Prompt
Although the entries contain pictures, copy only their text, exactly as written.

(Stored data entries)

====

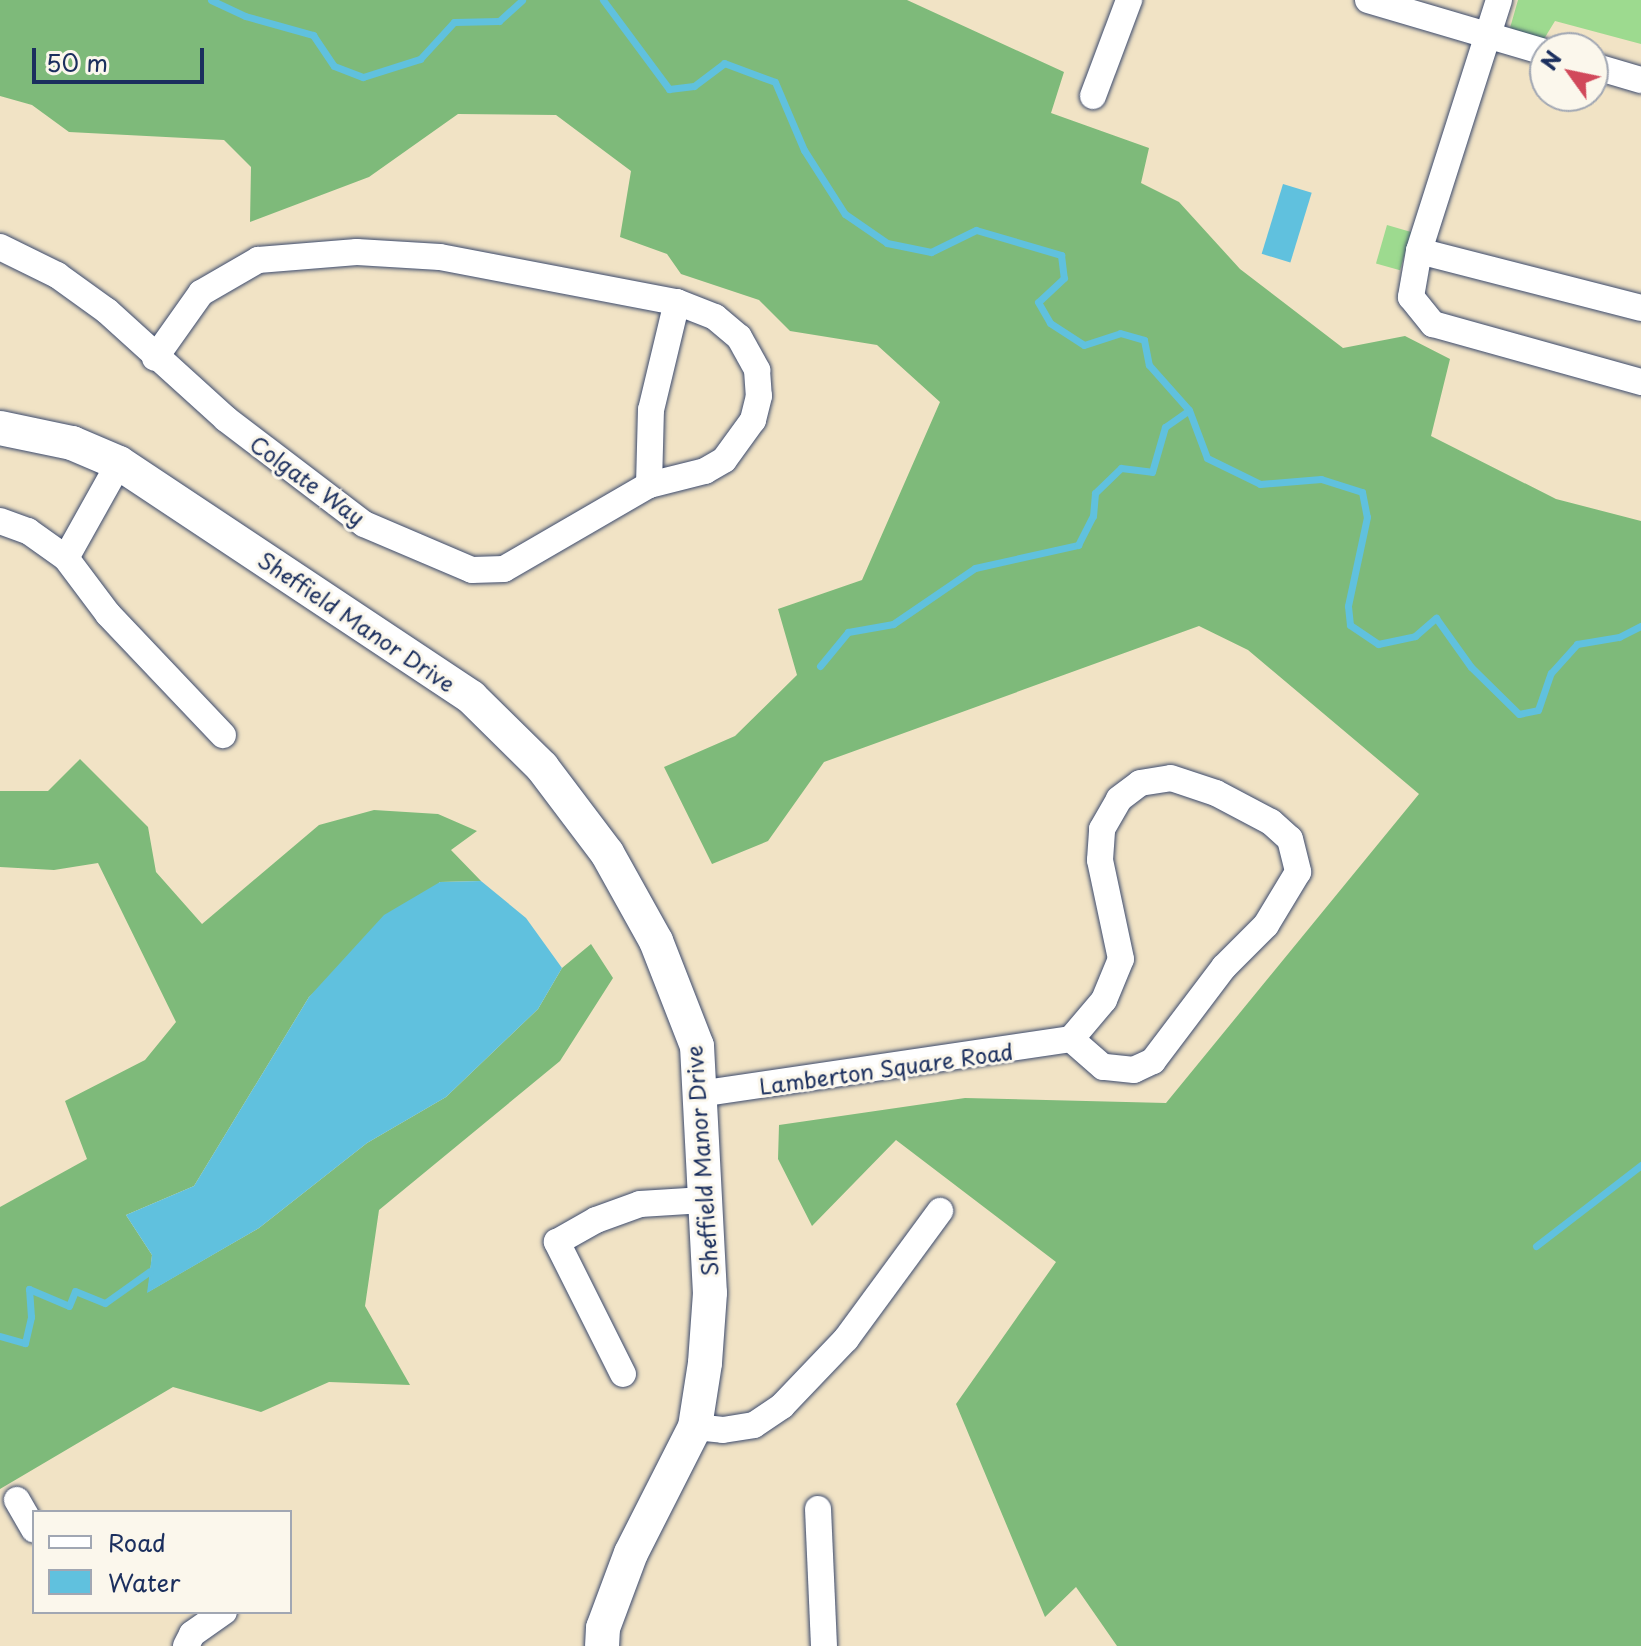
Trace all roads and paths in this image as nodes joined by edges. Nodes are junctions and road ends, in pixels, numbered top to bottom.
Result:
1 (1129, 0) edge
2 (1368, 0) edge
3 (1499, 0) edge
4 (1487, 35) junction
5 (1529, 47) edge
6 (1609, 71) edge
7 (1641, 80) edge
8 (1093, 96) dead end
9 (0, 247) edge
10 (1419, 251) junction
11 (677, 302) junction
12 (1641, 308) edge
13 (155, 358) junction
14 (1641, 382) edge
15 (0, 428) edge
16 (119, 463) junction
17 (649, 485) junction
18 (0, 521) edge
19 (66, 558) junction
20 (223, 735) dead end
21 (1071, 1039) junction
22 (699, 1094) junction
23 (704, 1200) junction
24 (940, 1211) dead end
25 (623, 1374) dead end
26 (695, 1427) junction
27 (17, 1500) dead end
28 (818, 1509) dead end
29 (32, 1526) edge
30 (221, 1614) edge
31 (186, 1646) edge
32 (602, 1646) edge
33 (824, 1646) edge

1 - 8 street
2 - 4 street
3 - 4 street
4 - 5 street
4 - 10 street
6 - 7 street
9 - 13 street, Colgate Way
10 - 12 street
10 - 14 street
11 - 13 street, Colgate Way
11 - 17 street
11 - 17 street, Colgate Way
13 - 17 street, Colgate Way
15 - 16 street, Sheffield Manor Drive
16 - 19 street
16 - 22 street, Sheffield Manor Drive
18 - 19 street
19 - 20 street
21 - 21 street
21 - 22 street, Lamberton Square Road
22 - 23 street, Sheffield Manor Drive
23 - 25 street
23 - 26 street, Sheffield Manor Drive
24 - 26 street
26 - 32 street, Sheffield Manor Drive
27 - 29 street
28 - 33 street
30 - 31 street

====

Output of the exercise
Trace all roads and paths in this image as nodes joined by edges. Nodes are junctions and road ends, in pixels, numbered top to bottom.
Result:
1 (1129, 0) edge
2 (1368, 0) edge
3 (1499, 0) edge
4 (1487, 35) junction
5 (1529, 47) edge
6 (1609, 71) edge
7 (1641, 80) edge
8 (1093, 96) dead end
9 (0, 247) edge
10 (1419, 251) junction
11 (677, 302) junction
12 (1641, 308) edge
13 (155, 358) junction
14 (1641, 382) edge
15 (0, 428) edge
16 (119, 463) junction
17 (649, 485) junction
18 (0, 521) edge
19 (66, 558) junction
20 (223, 735) dead end
21 (1071, 1039) junction
22 (699, 1094) junction
23 (704, 1200) junction
24 (940, 1211) dead end
25 (623, 1374) dead end
26 (695, 1427) junction
27 (17, 1500) dead end
28 (818, 1509) dead end
29 (32, 1526) edge
30 (221, 1614) edge
31 (186, 1646) edge
32 (602, 1646) edge
33 (824, 1646) edge

1 - 8 street
2 - 4 street
3 - 4 street
4 - 5 street
4 - 10 street
6 - 7 street
9 - 13 street, Colgate Way
10 - 12 street
10 - 14 street
11 - 13 street, Colgate Way
11 - 17 street
11 - 17 street, Colgate Way
13 - 17 street, Colgate Way
15 - 16 street, Sheffield Manor Drive
16 - 19 street
16 - 22 street, Sheffield Manor Drive
18 - 19 street
19 - 20 street
21 - 21 street
21 - 22 street, Lamberton Square Road
22 - 23 street, Sheffield Manor Drive
23 - 25 street
23 - 26 street, Sheffield Manor Drive
24 - 26 street
26 - 32 street, Sheffield Manor Drive
27 - 29 street
28 - 33 street
30 - 31 street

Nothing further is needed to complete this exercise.